ASSIGNED TASK:
The answer must consist of every line in the data below that holds the word "highway".

Dataset entries:
Content starts

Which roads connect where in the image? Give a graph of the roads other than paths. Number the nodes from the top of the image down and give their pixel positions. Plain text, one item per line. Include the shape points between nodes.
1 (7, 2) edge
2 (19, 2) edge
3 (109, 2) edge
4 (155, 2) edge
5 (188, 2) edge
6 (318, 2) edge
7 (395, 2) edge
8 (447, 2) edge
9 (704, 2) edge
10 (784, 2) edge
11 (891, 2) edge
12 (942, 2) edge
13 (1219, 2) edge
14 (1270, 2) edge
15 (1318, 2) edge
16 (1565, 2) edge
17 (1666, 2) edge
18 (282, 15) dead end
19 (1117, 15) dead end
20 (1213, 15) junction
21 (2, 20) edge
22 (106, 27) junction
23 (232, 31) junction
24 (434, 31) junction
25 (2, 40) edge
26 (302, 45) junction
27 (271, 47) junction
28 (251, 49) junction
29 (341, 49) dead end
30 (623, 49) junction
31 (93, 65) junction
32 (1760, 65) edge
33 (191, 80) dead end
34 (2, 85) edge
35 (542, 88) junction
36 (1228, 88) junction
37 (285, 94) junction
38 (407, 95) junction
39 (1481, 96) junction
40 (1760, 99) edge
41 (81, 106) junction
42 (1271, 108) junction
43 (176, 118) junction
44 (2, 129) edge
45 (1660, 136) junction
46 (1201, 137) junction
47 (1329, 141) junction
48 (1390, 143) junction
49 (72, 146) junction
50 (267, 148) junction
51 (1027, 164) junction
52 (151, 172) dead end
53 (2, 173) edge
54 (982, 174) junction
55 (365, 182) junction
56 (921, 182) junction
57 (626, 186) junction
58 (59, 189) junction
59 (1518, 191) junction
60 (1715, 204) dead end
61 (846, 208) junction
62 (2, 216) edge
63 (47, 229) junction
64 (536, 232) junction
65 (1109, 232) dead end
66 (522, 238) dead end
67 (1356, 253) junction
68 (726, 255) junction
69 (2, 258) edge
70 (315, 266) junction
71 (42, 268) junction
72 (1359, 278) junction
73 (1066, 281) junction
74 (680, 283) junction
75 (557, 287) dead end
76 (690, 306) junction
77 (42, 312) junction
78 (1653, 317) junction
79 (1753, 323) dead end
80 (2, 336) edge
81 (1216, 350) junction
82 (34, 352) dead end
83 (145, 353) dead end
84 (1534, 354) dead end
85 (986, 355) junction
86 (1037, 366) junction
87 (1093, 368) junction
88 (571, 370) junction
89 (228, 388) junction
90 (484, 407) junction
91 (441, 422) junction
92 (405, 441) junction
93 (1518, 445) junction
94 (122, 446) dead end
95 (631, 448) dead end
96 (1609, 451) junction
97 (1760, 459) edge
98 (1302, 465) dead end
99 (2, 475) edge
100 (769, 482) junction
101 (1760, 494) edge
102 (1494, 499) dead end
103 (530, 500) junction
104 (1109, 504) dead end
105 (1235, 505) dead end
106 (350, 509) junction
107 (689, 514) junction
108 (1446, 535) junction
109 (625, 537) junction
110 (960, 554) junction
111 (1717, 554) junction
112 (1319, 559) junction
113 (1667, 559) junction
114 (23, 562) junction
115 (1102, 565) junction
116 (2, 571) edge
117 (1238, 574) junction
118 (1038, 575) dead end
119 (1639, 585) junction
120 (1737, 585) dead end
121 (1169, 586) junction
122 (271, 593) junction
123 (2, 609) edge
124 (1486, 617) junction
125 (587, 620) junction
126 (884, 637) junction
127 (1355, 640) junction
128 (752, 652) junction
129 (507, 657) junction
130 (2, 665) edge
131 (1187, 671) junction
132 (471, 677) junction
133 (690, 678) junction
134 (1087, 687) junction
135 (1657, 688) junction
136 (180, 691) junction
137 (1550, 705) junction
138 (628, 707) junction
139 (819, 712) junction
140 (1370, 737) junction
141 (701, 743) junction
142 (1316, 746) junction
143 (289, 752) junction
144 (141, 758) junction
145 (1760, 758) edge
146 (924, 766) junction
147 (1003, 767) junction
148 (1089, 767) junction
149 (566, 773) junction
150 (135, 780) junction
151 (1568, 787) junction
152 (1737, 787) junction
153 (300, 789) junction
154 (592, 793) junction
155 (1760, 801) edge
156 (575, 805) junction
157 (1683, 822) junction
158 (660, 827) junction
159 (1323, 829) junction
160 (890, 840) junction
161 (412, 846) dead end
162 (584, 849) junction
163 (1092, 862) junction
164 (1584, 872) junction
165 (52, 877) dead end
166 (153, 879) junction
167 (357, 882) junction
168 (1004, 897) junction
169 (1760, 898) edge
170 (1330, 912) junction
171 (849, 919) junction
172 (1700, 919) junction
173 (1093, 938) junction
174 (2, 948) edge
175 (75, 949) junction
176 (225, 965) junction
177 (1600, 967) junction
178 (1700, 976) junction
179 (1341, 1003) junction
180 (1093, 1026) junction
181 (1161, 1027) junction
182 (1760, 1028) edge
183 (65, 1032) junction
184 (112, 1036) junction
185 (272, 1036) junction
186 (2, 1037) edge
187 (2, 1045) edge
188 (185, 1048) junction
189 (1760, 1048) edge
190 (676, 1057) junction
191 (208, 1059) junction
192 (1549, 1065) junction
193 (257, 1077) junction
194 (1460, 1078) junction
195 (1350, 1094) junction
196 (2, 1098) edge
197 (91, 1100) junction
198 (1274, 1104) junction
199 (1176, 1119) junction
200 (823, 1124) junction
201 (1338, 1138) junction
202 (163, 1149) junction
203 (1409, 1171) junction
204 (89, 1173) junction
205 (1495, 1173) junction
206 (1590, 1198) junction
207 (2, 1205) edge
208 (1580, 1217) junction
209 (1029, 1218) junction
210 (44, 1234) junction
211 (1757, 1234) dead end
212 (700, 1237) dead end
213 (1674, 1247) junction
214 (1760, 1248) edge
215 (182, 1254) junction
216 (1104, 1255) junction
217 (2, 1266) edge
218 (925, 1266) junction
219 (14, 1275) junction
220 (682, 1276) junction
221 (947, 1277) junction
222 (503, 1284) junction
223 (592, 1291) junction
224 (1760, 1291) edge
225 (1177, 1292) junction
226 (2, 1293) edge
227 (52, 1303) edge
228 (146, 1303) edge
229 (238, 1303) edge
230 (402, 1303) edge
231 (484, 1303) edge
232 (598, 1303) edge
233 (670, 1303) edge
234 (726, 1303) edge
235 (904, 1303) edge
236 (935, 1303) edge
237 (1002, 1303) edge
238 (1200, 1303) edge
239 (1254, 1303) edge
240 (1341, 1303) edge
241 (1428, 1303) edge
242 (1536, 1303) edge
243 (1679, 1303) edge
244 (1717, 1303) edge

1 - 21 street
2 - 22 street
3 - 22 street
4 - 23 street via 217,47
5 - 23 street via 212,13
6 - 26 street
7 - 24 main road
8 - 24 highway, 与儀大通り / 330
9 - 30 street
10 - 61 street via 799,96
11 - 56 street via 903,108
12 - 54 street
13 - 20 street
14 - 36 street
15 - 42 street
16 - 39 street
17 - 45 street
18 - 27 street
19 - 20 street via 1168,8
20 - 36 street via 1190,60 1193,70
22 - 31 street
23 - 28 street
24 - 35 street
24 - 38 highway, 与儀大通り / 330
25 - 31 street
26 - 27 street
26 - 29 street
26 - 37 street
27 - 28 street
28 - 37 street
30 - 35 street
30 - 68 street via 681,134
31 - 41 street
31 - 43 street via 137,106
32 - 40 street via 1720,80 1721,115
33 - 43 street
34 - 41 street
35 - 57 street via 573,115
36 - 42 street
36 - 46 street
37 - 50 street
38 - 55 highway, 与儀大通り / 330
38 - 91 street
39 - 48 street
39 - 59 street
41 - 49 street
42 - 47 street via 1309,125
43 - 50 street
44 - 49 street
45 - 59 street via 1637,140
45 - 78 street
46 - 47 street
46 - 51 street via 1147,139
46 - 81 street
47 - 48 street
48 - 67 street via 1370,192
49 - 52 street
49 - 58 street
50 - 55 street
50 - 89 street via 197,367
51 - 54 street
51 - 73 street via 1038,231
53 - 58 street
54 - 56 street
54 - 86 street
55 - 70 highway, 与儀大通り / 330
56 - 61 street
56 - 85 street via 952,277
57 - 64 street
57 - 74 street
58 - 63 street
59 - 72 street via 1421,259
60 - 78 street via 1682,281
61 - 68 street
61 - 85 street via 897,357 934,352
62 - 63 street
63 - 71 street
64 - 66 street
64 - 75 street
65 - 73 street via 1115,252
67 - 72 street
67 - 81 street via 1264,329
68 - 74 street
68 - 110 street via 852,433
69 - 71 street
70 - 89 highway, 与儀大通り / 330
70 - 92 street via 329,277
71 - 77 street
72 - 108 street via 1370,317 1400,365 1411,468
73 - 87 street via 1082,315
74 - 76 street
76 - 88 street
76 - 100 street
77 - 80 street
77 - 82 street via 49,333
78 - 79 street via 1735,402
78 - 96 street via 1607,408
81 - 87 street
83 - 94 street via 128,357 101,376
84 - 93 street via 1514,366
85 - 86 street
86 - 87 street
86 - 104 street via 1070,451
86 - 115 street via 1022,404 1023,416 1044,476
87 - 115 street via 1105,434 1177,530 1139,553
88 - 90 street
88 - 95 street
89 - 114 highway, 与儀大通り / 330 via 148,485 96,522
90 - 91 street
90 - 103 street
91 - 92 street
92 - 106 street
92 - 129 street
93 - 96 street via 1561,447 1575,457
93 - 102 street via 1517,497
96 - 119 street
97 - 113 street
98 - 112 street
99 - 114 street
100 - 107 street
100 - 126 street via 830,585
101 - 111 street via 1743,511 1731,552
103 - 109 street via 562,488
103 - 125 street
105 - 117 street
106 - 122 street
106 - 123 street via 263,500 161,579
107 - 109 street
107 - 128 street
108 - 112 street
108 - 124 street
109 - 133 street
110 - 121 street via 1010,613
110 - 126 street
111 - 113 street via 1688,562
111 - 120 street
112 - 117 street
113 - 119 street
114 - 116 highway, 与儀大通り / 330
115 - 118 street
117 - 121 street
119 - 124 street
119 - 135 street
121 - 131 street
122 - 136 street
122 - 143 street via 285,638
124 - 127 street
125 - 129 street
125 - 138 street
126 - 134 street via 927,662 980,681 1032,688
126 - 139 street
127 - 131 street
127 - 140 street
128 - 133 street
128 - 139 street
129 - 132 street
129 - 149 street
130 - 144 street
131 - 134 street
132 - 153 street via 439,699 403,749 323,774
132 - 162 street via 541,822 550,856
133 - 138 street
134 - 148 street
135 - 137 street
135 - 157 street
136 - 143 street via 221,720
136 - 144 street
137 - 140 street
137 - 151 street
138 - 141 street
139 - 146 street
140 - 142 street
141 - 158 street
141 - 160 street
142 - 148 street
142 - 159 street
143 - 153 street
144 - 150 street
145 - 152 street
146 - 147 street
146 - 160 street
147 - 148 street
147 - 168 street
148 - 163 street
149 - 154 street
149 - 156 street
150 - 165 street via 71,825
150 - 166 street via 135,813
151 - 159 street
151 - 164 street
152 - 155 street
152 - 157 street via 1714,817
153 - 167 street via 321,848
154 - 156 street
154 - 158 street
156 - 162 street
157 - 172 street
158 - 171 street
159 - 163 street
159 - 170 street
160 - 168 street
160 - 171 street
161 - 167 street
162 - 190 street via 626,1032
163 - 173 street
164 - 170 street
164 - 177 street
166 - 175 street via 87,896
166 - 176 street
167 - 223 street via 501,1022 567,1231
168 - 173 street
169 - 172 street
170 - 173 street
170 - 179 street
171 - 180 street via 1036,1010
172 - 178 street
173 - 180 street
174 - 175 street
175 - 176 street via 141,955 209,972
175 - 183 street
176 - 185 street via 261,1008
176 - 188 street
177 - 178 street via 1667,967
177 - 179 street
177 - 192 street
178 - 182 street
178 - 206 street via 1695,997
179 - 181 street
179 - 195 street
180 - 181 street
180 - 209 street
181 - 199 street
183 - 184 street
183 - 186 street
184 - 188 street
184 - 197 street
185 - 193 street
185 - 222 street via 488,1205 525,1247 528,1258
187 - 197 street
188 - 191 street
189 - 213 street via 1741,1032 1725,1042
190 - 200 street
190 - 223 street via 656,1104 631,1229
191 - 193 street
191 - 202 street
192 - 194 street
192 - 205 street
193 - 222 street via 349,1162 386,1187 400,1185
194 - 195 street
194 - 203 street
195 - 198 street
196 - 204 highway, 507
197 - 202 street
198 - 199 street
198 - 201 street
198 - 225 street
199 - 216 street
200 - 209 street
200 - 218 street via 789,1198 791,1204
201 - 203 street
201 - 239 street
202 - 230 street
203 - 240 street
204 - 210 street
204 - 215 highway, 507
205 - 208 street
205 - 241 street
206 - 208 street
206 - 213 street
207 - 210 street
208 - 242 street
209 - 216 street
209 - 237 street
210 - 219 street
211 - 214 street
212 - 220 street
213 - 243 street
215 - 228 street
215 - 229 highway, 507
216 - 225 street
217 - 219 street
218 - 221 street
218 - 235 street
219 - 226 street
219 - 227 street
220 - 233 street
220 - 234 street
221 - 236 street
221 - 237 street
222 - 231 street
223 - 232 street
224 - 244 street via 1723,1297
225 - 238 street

Content ends

EXERCISE RESULT:
8 - 24 highway, 与儀大通り / 330
24 - 38 highway, 与儀大通り / 330
38 - 55 highway, 与儀大通り / 330
55 - 70 highway, 与儀大通り / 330
70 - 89 highway, 与儀大通り / 330
89 - 114 highway, 与儀大通り / 330 via 148,485 96,522
114 - 116 highway, 与儀大通り / 330
196 - 204 highway, 507
204 - 215 highway, 507
215 - 229 highway, 507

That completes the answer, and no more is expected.